Zack
Zack

Reputation: 6606

Why is this virtual function call so expensive?

I recently modified a program to use virtual functions (in place of sequence if if-else conditions with static calls.) The modified program runs 8% slower than the original. That seems like too high of a cost for using virtual functions, so I must be doing something inefficient in the way I set the class hierarchy and virtual functions; but, I'm at a loss for how to track down the problem. (I see similar performance degradation using both clang on my Mac and gcc on Linux.)

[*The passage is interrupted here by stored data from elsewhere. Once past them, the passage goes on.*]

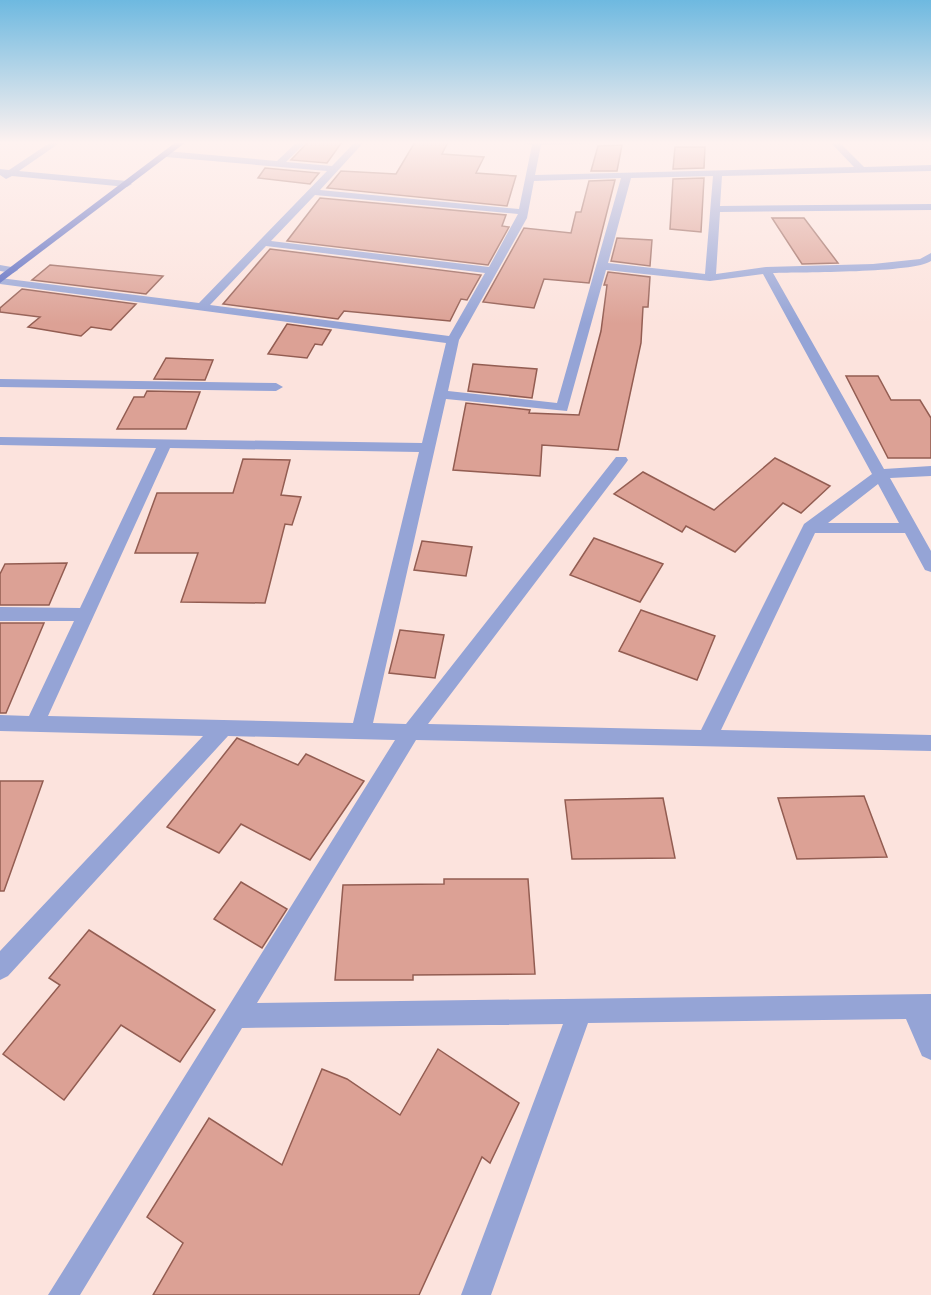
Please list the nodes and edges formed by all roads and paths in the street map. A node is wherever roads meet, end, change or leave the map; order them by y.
1 (103, 202) edge
2 (303, 202) edge
3 (423, 202) edge
4 (525, 202) edge
5 (619, 202) edge
6 (716, 202) edge
7 (930, 207) edge
8 (716, 209) junction
9 (523, 212) junction
10 (263, 243) junction
11 (931, 256) edge
12 (602, 266) junction
13 (0, 268) edge
14 (13, 270) junction
15 (766, 270) junction
16 (492, 271) junction
17 (710, 278) junction
18 (0, 280) edge
19 (201, 309) junction
20 (453, 340) junction
21 (0, 383) edge
22 (276, 387) dead end
23 (441, 394) junction
24 (0, 441) edge
25 (165, 444) junction
26 (428, 448) junction
27 (621, 460) dead end
28 (931, 471) edge
29 (882, 474) junction
30 (810, 528) junction
31 (911, 528) junction
32 (931, 566) edge
33 (0, 614) edge
34 (86, 615) junction
35 (0, 723) edge
36 (35, 724) junction
37 (223, 728) junction
38 (361, 731) junction
39 (411, 732) junction
40 (707, 738) junction
41 (931, 743) edge
42 (0, 968) edge
43 (922, 1006) edge
44 (580, 1011) junction
45 (236, 1016) junction
46 (931, 1047) edge
47 (63, 1295) edge
48 (476, 1295) edge

1 - 14 main road
2 - 10 street
3 - 9 street
4 - 9 street
5 - 12 street
6 - 8 street
7 - 8 street
8 - 17 street
9 - 16 street
10 - 16 street
10 - 19 street
11 - 15 street
12 - 17 street
12 - 23 street
13 - 14 street
14 - 18 main road
15 - 17 street
15 - 29 street
16 - 20 street
18 - 19 street
19 - 20 street
20 - 23 street
21 - 22 street
23 - 26 street
24 - 25 street
25 - 26 street
25 - 34 street
26 - 38 street
27 - 39 street
28 - 29 street
29 - 30 street
29 - 31 street
30 - 31 street
30 - 40 street
31 - 32 street
33 - 34 street
34 - 36 street
35 - 36 street
36 - 37 street
37 - 38 street
37 - 42 street
38 - 39 street
39 - 40 street
39 - 45 street
40 - 41 street
43 - 44 street
43 - 46 street
44 - 45 street
44 - 48 street
45 - 47 street

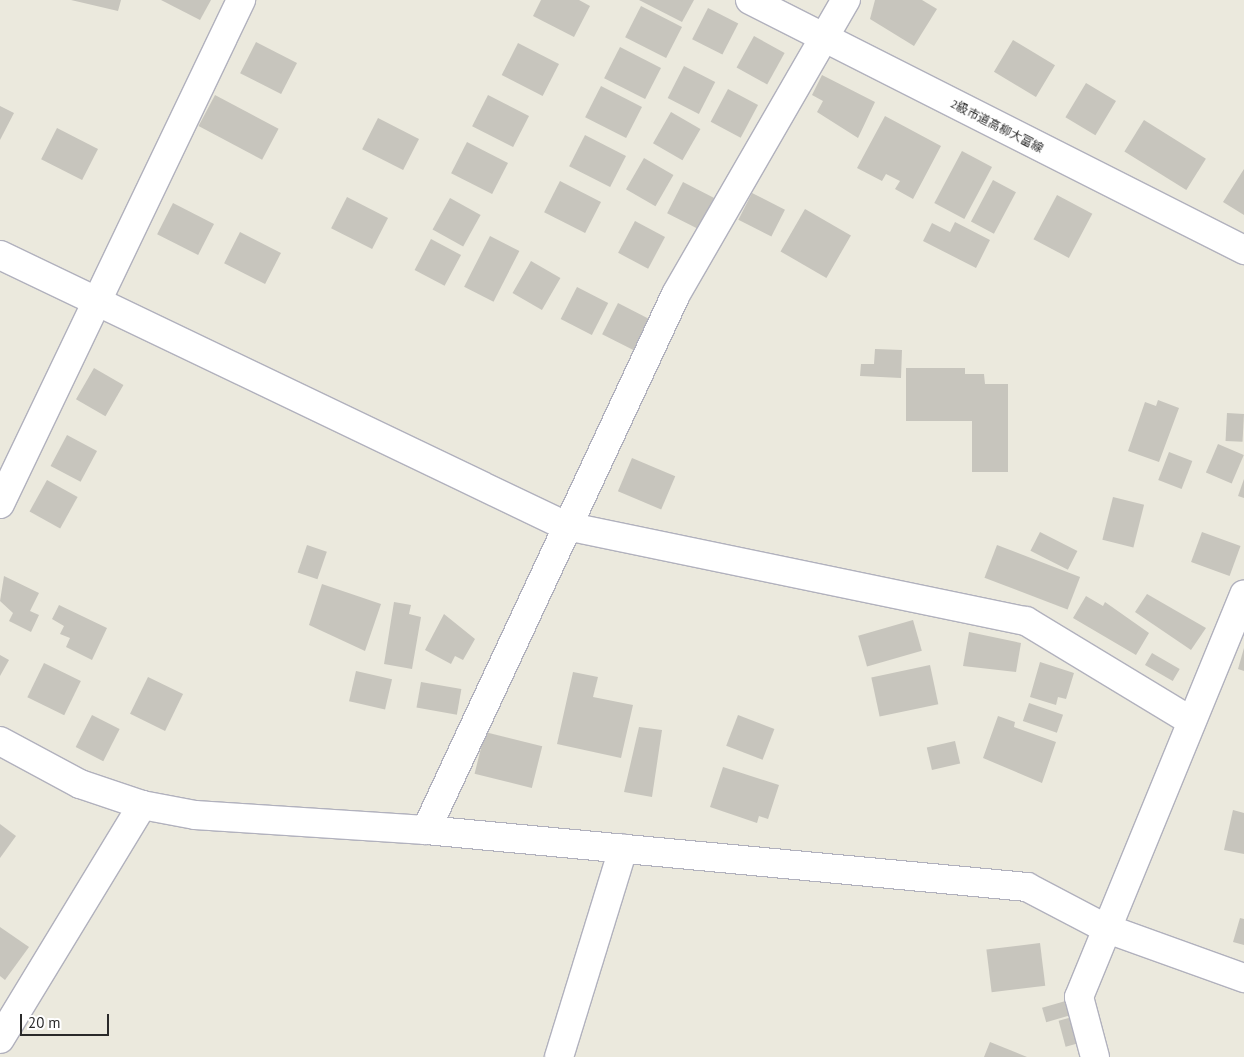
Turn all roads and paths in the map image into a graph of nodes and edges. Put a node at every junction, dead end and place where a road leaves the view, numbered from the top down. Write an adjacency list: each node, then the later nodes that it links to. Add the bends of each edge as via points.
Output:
1 (241, 0): 7 (street)
2 (750, 0): 4 (street, 2級市道高柳大富線)
3 (846, 0): 4 (street)
4 (824, 39): 5 (street, 2級市道高柳大富線); 9 (street, via 676,294)
5 (1244, 250)
6 (0, 255): 7 (street)
7 (97, 300): 8 (street); 9 (street)
8 (0, 504)
9 (566, 526): 11 (street, via 1026,621); 14 (street)
10 (1244, 594): 11 (street)
11 (1191, 721): 16 (street)
12 (0, 741): 13 (street, via 80,784)
13 (142, 804): 14 (street, via 195,815); 18 (street)
14 (426, 830): 15 (street)
15 (623, 849): 16 (street, via 1026,887); 19 (street)
16 (1105, 928): 17 (street); 20 (street, via 1078,997)
17 (1244, 978)
18 (0, 1039)
19 (559, 1057)
20 (1094, 1057)

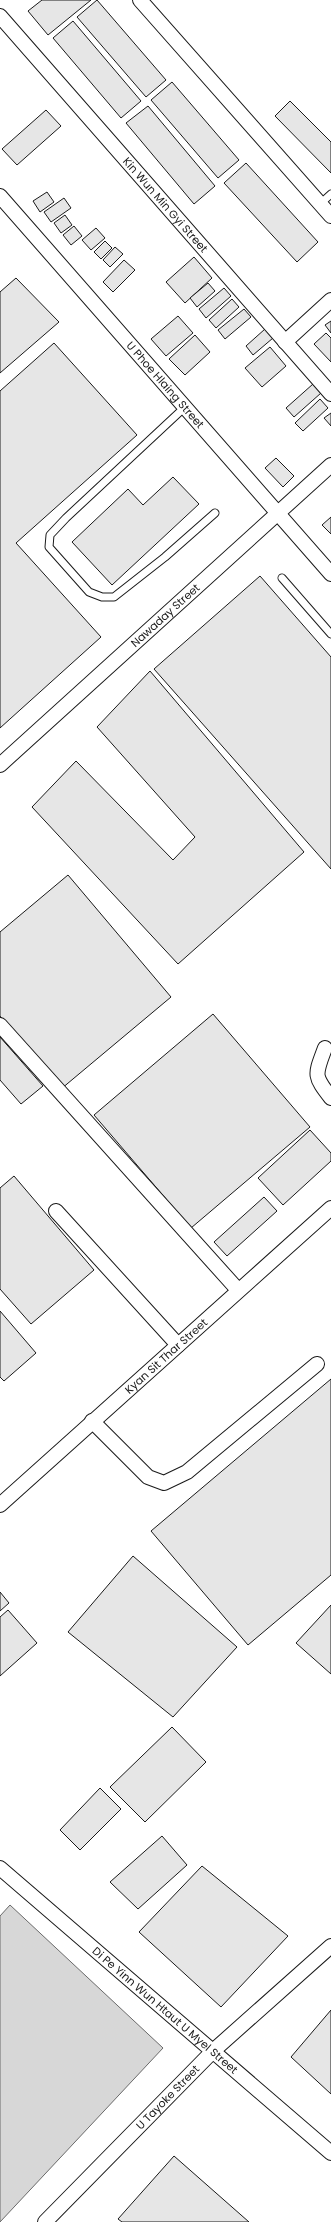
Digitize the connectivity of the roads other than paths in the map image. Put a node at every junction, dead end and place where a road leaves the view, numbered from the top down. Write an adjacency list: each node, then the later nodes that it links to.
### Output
1 (140, 0): 5 (street)
2 (0, 16): 8 (street, Kin Wun Min Gyi Street)
3 (331, 194): 5 (lane)
4 (0, 196): 10 (street, U Phoe Hlaing Street)
5 (320, 204): 6 (street)
6 (331, 216)
7 (331, 300): 8 (street)
8 (285, 342): 9 (street, Kin Wun Min Gyi Street)
9 (331, 394)
10 (185, 407): 12 (street, U Phoe Hlaing Street); 13 (lane)
11 (331, 465): 12 (street, Nawaday Street)
12 (278, 512): 14 (street, U Phoe Hlaing Street); 17 (street, Nawaday Street)
13 (215, 513)
14 (331, 574)
15 (282, 578): 16 (lane)
16 (331, 634)
17 (0, 765)
18 (0, 1025): 23 (street)
19 (326, 1048): 20 (street)
20 (331, 1098)
21 (331, 1208): 23 (street, Kyan Sit Thar Street)
22 (56, 1211): 24 (street)
23 (238, 1290): 24 (street, Kyan Sit Thar Street)
24 (178, 1345): 26 (street, Kyan Sit Thar Street)
25 (317, 1364): 26 (street)
26 (92, 1421): 27 (street, Kyan Sit Thar Street)
27 (0, 1505)
28 (0, 1868): 30 (street, Di Pe Yinn Wun Htaut U Myel Street)
29 (331, 1946): 30 (street, U Tayoke Street)
30 (213, 2051): 31 (street, Di Pe Yinn Wun Htaut U Myel Street); 32 (street, U Tayoke Street)
31 (331, 2153)
32 (45, 2222)

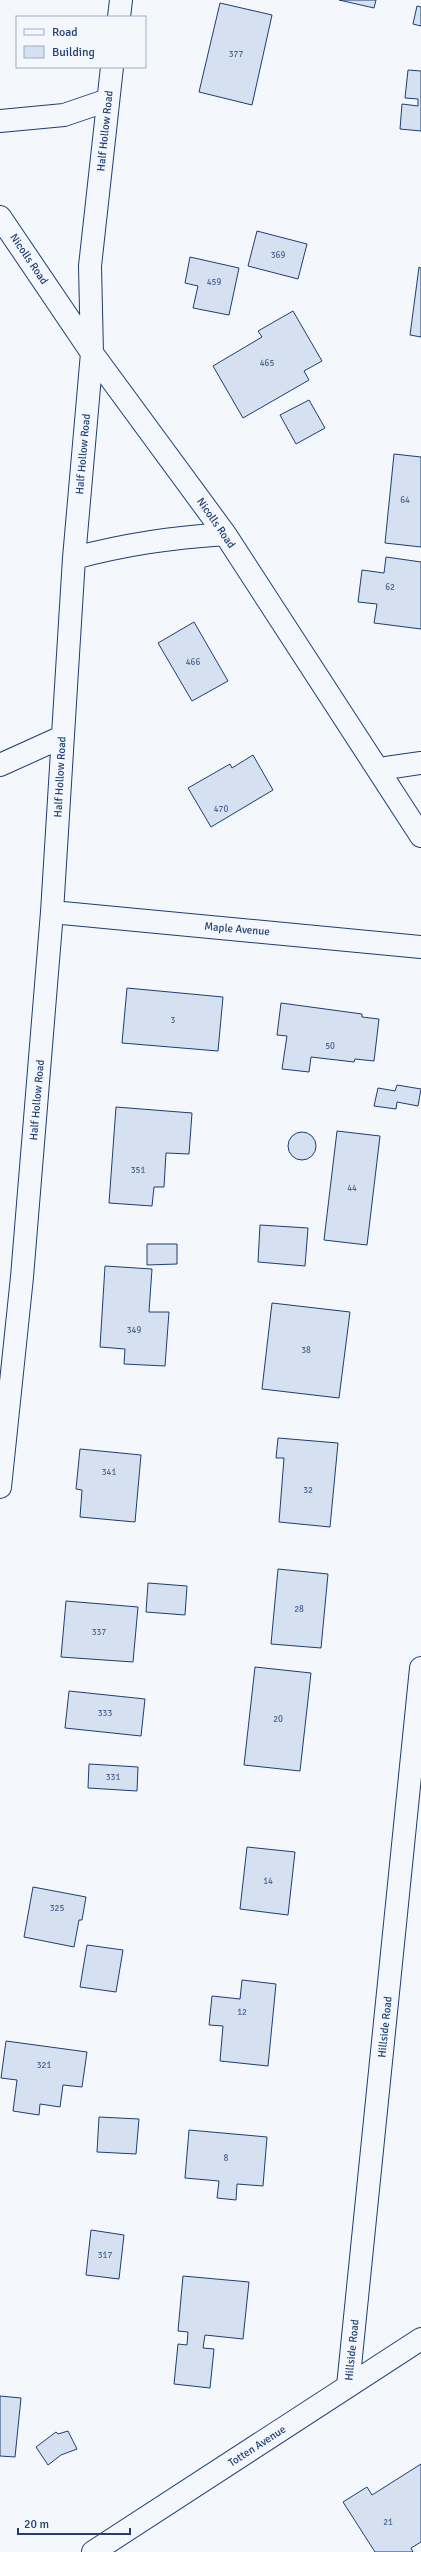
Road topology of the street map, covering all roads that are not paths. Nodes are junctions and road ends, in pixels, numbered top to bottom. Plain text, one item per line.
1 (121, 0) edge
2 (119, 16) edge
3 (112, 68) edge
4 (108, 100) junction
5 (0, 121) edge
6 (0, 217) edge
7 (92, 353) junction
8 (225, 534) junction
9 (74, 558) junction
10 (62, 737) junction
11 (421, 763) edge
12 (0, 765) edge
13 (379, 769) junction
14 (421, 836) edge
15 (52, 912) junction
16 (421, 947) edge
17 (0, 1487) edge
18 (421, 1668) edge
19 (421, 2339) edge
20 (348, 2386) junction
21 (93, 2552) edge

1 - 2 street
3 - 4 street, Half Hollow Road
4 - 5 street
4 - 7 street, Half Hollow Road
6 - 7 street, Nicolls Road
7 - 8 street, Nicolls Road
7 - 9 street, Half Hollow Road
8 - 9 street
8 - 13 street, Nicolls Road
9 - 10 street, Half Hollow Road
10 - 12 street
10 - 15 street, Half Hollow Road
11 - 13 street
13 - 14 street, Nicolls Road
15 - 16 street, Maple Avenue
15 - 17 street, Half Hollow Road
18 - 20 street, Hillside Road
19 - 20 street, Totten Avenue
20 - 21 street, Totten Avenue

The program is used to study different community detection algorithms. The program uses a nested loop to apply a series of user-specified objective functions to a variety of (graph, partition) pairs.

Here is a rough outline of the original code

int main(int argc, char* argv[]) {
    bool use_m1;
    bool use_m2;
    ...
    bool use_m10;

    //  set the various "use" flags based on argv

    for (Graph& g : graphsToStudy()) {
        for (Partition& p : allPartitions()) {
            if (use_m1) {
                M1::evaluate(g, p);
            }
            if (use_m2) {
                M2::evaluate(g,p);
            }
            // and so on
        }
    }

To make the code easier to maintain, I created a class structure for the different objective functions, and iterated through an array of pointers:

class ObjectiveFunction {
public:
    virtual double eval(Graph& g, Partition& p) = 0;
}

class ObjFn1 : public ObjectiveFunction {
public:
    virtual double eval(Graph& g, Partition& p) {
        return M1::evaluate(g,p);
   }
}

class ObjFn2 : public ObjectiveFunction {
public:
    virtual double eval(Graph& g, Partition& p) {
        return M2::evaluate(g,p);
   }
}


int main(int argc, char* argv[]) {
    vector<ObjectiveFunction*> funcs;
    fill_funcs_based_on_opts(funcs, argc, argv);

    for (Graph& g : graphsToStudy()) {
        for (Partition& p : allPartitions()) {
            // funcs contains one object for each function selected by user.
            for (ObjectiveFunction* fp : funcs) {
                fp->evaluate(g, p);
            }
        }
    }

Given that generating graphs and partitions, as well as the objective functions themselves are moderately computationally intensive, the addition of the virtual function call should be almost unnoticeable. Any ideas what I may have done wrong; or how to track it down? I tried using callgrind, but am not seeing any insights.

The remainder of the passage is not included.